Special Frontier Force

The SFF is an enigmatic paramilitary unit manned by ethnic Tibetans and has Vikas battalions number from one to seven. It is operated under a covert organisation called the Directorate General of Security (DGS). Both the DGS and SFF were set up in 1962 in the closing stages of the border war with China to fight a guerrilla war inside the Tibetan Autonomous Region.

The special force comes under the direct administrative control of the cabinet secretariat and the PMO, and fights alongside the Indian Army in the toughest terrains.

The SFF draws its volunteer recruits from a 150,000-strong ethnic Tibetan diaspora, settled mostly in India.
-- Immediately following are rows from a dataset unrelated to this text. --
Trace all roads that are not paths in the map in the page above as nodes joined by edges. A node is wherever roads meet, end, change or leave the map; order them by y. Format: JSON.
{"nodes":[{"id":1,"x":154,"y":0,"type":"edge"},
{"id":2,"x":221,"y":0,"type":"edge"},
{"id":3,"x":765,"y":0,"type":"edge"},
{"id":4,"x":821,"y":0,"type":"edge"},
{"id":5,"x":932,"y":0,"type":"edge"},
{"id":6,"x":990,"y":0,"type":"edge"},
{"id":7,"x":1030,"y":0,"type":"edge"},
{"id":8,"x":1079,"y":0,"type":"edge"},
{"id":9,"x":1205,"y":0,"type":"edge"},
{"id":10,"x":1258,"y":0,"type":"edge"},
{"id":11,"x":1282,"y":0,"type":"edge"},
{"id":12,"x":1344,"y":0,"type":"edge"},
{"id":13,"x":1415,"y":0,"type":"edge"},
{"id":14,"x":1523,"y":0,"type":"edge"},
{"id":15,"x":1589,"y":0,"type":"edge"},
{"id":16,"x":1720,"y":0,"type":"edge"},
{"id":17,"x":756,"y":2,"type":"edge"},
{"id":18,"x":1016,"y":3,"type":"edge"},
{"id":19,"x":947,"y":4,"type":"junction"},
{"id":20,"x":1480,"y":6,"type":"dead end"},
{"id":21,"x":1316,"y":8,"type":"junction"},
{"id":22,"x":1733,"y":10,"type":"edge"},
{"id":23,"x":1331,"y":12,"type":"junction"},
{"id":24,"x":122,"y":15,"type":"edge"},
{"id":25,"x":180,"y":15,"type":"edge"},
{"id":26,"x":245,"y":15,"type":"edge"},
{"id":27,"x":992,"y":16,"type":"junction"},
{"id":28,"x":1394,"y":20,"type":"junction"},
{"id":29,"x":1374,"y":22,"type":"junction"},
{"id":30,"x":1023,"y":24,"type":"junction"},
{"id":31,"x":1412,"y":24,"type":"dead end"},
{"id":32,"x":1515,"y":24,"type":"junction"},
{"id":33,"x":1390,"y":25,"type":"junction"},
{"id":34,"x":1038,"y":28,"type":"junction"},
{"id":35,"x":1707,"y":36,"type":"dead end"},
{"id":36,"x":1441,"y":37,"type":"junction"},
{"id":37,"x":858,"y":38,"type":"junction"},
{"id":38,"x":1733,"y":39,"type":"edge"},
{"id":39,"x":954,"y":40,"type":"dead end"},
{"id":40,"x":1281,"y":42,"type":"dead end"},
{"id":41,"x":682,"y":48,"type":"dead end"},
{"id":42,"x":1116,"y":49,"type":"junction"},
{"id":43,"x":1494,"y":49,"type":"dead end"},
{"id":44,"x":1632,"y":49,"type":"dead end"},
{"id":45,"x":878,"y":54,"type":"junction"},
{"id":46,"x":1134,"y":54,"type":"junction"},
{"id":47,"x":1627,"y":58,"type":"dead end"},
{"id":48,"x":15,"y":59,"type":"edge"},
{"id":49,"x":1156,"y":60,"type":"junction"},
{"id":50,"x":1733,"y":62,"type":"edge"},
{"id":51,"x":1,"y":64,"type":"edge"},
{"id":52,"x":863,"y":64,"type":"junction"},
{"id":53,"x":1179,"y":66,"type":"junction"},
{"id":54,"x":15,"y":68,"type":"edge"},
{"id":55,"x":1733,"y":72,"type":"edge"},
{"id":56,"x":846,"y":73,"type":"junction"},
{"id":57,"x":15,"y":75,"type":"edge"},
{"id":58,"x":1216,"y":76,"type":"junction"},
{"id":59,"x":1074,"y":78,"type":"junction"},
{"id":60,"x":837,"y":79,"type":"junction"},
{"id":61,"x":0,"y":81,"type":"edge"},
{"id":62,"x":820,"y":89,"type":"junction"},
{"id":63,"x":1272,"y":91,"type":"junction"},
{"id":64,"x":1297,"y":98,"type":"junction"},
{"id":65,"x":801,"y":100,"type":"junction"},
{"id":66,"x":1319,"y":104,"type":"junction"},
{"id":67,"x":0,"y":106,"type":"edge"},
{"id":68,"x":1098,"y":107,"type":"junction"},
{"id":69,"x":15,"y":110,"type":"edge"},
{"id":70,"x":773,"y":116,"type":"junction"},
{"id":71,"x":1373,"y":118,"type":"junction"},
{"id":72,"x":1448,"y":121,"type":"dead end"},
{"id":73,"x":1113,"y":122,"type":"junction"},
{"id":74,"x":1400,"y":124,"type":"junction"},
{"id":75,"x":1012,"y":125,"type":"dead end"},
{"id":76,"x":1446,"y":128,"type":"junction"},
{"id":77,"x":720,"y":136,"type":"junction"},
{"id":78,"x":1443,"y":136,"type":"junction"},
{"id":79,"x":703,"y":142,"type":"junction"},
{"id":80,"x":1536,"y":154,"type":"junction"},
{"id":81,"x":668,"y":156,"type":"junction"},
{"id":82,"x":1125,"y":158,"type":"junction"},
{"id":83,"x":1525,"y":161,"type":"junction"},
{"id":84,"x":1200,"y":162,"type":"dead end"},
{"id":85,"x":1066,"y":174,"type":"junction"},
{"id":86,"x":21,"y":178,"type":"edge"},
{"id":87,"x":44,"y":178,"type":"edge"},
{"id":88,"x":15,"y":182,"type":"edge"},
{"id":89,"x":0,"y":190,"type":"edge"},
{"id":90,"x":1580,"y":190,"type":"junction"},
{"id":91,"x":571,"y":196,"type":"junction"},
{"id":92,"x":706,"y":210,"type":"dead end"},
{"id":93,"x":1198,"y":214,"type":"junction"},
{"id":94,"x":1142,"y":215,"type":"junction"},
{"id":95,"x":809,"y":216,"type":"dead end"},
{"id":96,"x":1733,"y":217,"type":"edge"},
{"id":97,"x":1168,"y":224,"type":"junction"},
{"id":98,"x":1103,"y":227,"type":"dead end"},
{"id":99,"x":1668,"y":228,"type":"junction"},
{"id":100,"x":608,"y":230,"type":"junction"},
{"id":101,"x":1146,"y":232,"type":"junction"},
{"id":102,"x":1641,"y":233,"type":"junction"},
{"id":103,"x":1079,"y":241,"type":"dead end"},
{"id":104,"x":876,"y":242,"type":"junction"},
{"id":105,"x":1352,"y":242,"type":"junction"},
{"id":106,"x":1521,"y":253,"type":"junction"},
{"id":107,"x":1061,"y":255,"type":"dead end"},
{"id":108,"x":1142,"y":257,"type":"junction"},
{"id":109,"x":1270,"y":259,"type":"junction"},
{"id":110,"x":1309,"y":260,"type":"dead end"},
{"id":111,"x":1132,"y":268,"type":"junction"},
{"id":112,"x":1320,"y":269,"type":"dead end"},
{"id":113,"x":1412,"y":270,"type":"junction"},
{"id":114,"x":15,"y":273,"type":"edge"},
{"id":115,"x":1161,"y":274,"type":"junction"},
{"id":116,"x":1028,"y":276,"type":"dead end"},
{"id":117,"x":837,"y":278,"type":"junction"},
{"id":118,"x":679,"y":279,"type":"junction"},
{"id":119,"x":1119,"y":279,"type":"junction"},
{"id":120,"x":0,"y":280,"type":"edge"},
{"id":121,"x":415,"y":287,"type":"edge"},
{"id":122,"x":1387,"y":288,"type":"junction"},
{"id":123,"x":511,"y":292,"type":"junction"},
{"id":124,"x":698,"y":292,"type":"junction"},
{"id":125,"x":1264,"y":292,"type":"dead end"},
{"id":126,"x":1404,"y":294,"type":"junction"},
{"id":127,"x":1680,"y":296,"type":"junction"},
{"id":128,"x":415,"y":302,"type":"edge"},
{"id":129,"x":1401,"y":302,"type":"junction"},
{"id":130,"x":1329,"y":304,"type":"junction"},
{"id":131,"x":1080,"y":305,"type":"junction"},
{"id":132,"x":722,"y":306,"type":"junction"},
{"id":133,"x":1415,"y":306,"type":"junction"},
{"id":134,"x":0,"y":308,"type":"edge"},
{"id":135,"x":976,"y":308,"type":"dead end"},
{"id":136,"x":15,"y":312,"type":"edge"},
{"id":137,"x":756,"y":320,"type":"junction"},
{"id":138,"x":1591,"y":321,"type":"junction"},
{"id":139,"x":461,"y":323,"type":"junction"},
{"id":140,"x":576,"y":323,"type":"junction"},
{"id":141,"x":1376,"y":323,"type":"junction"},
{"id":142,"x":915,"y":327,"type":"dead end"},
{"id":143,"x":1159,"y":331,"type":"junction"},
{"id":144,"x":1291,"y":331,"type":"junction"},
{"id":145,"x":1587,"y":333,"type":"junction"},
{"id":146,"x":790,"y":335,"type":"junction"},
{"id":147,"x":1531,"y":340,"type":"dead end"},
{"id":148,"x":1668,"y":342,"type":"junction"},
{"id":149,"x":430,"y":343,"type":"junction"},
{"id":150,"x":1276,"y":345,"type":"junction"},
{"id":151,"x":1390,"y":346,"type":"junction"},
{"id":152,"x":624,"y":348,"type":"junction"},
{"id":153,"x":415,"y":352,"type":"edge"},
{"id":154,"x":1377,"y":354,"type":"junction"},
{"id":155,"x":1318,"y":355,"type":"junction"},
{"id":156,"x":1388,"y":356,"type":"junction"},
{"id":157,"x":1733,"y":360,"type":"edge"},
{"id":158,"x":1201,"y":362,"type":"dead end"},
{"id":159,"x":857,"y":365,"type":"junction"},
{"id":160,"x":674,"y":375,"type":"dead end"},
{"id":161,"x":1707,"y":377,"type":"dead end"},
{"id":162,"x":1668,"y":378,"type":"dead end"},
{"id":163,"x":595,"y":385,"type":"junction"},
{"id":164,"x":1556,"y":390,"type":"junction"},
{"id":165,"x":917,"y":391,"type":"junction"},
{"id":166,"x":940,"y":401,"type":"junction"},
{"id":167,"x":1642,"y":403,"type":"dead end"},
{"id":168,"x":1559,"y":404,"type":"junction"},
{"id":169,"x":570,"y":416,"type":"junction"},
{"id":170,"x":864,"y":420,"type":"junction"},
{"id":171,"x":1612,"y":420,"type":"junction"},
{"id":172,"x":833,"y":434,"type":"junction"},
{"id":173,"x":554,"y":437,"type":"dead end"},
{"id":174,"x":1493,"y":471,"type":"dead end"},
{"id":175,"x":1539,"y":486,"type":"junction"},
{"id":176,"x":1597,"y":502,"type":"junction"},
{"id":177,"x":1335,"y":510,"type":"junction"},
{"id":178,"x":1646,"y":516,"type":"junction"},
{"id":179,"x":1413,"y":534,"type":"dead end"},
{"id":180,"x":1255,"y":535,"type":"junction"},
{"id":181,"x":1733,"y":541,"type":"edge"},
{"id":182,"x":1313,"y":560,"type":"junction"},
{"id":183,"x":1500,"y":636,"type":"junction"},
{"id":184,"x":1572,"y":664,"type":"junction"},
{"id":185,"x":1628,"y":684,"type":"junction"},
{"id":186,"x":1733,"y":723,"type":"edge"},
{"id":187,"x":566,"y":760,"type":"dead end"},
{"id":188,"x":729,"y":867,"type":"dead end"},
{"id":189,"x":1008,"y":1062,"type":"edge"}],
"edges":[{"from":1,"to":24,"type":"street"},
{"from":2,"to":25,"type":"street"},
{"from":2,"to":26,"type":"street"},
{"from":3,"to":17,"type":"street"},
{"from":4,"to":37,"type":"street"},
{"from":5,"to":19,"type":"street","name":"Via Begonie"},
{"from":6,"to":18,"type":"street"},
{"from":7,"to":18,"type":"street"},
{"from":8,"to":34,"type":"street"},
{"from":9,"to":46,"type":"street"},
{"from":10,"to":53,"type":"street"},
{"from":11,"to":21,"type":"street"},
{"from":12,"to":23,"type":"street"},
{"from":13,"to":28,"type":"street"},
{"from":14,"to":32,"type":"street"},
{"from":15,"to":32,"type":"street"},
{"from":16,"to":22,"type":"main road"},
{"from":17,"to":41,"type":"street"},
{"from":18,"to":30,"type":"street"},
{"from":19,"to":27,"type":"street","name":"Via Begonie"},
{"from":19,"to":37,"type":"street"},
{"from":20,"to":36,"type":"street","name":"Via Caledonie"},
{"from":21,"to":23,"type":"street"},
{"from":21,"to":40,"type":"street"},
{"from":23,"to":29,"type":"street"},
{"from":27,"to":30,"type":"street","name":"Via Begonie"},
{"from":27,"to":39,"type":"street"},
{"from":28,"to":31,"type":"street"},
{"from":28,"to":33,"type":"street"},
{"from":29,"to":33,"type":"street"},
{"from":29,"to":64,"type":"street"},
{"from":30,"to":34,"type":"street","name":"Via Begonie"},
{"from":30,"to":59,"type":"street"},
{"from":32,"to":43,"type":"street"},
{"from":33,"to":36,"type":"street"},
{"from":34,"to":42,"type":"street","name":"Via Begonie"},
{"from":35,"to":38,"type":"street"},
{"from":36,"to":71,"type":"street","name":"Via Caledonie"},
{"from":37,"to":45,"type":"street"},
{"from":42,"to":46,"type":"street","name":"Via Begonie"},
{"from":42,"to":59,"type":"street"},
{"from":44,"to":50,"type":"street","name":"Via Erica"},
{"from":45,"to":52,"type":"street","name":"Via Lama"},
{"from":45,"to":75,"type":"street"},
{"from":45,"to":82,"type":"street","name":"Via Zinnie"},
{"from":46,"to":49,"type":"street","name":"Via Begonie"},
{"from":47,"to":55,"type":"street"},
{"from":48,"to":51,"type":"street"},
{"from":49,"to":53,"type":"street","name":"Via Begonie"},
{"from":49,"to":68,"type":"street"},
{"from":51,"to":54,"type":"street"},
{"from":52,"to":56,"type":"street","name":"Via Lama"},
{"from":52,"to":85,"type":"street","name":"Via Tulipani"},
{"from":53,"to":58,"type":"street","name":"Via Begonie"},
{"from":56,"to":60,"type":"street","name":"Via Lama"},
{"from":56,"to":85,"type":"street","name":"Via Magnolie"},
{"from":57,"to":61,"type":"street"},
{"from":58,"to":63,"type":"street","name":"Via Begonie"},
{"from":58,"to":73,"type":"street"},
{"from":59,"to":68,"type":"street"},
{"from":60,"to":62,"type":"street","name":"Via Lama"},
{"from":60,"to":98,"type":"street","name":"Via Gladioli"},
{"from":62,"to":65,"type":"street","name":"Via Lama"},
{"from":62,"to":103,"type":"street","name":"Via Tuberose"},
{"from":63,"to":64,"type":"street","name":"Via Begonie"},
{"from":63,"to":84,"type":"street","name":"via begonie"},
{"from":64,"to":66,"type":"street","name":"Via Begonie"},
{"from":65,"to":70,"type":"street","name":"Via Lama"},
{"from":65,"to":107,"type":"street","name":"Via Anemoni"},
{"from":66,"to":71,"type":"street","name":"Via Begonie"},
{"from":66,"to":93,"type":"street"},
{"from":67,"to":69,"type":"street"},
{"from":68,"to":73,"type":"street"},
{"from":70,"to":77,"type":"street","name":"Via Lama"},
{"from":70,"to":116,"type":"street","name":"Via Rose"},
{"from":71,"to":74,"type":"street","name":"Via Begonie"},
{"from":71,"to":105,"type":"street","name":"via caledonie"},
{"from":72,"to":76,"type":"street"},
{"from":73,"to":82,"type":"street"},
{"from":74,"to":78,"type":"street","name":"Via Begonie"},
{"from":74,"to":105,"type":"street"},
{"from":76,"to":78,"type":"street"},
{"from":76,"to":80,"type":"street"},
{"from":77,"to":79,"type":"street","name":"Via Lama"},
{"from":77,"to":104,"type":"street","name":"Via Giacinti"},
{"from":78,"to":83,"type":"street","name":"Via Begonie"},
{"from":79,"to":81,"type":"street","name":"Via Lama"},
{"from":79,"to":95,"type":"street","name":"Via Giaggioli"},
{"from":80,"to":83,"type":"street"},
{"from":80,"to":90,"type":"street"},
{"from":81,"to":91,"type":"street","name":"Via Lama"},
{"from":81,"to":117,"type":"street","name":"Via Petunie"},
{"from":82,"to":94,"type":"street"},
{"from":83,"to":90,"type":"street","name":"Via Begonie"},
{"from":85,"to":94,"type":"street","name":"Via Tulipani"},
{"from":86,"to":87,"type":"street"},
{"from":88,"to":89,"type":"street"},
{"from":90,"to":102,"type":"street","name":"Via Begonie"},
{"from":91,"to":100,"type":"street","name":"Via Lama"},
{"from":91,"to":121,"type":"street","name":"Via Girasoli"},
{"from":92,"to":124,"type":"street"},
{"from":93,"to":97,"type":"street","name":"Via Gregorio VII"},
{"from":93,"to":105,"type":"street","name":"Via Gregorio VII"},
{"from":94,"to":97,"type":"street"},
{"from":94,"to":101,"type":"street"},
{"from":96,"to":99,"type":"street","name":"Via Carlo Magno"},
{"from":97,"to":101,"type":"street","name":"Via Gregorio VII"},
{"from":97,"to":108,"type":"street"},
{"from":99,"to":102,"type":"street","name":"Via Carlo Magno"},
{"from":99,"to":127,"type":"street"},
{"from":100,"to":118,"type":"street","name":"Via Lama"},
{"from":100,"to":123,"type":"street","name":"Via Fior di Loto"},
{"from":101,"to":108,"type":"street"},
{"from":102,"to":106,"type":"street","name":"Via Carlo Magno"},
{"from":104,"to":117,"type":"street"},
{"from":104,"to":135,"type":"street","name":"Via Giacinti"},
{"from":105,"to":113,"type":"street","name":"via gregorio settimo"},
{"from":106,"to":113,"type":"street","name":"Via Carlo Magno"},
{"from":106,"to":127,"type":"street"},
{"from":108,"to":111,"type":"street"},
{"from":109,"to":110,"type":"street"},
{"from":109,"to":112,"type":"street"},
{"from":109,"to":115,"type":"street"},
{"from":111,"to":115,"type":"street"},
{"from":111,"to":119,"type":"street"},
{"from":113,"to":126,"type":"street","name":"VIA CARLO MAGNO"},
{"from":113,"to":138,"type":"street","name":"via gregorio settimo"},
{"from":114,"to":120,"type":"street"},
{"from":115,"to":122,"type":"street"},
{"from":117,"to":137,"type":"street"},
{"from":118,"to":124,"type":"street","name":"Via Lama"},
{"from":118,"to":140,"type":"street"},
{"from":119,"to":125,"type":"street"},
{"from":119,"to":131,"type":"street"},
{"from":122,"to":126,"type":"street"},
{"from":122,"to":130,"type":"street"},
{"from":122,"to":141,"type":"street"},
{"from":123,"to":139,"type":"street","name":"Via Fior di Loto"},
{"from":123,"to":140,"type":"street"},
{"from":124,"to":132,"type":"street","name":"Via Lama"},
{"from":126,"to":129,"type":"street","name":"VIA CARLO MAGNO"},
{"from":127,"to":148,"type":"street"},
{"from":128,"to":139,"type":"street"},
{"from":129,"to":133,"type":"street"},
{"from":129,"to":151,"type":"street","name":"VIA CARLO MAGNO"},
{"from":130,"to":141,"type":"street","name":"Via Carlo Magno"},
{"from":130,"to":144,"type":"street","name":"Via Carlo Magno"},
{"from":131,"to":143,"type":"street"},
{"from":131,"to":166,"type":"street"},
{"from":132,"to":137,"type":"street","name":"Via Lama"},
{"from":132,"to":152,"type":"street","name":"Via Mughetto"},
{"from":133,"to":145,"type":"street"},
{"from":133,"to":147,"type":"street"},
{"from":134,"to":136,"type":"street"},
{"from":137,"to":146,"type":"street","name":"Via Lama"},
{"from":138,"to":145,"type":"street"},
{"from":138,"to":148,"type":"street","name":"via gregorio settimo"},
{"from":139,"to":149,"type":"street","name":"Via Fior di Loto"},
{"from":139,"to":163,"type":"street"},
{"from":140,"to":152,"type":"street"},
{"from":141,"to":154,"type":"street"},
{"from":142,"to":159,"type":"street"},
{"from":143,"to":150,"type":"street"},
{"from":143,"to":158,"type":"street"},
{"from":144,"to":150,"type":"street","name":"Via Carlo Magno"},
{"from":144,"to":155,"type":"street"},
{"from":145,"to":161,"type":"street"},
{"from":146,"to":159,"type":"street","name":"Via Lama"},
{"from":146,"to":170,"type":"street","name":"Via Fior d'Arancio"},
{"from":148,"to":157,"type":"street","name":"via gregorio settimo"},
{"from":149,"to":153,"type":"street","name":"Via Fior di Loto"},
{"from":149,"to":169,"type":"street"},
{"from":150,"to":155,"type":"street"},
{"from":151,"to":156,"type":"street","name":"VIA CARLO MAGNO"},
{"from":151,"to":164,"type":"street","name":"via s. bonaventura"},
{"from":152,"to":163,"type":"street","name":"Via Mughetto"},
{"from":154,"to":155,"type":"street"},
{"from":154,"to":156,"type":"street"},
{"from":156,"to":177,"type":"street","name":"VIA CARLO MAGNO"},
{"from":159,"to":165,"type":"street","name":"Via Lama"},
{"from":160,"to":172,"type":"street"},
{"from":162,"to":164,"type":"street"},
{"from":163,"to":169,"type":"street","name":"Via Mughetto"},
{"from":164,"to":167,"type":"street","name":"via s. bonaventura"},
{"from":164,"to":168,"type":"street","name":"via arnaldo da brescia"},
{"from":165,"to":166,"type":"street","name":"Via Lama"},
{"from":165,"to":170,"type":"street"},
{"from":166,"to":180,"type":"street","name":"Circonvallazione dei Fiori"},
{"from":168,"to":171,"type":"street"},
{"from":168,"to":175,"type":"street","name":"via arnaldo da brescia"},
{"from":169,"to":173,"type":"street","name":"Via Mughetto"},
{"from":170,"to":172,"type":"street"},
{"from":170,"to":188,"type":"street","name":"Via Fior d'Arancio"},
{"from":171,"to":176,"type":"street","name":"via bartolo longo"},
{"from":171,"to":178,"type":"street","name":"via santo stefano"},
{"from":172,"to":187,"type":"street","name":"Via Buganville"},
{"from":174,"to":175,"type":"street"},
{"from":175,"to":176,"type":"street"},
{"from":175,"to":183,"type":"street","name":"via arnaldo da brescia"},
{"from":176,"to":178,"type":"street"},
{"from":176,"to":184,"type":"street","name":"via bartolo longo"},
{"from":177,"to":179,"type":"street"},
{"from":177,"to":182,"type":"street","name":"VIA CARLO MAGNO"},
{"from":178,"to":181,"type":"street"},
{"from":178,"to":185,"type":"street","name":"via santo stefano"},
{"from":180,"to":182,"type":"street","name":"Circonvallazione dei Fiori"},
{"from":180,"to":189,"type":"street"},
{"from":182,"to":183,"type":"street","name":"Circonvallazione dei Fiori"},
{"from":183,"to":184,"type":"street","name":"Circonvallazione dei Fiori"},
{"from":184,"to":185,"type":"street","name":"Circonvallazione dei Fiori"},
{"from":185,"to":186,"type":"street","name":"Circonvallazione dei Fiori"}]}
Officered by the Indian Army, it has six battalions with nearly 5,000 troopers. Curiously, accounts of its creation are anecdotal as no official records have been published.

If reports are to be believed, then the special force has played a key role in stopping Pakistani forces at Chittagong during the Bangladesh war of 1971, Operation Bluestar in 1984, in securing the Siachen glacier in 1984 and the Kargil war against Pakistan in 1999.

The first public acknowledgement of its existence reportedly came after SFF personnel participated in an abortive operation with the CIA in 1965 to place a nuclear-powered device on Mount Nanda Devi to monitor China’s nuclear weapons tests.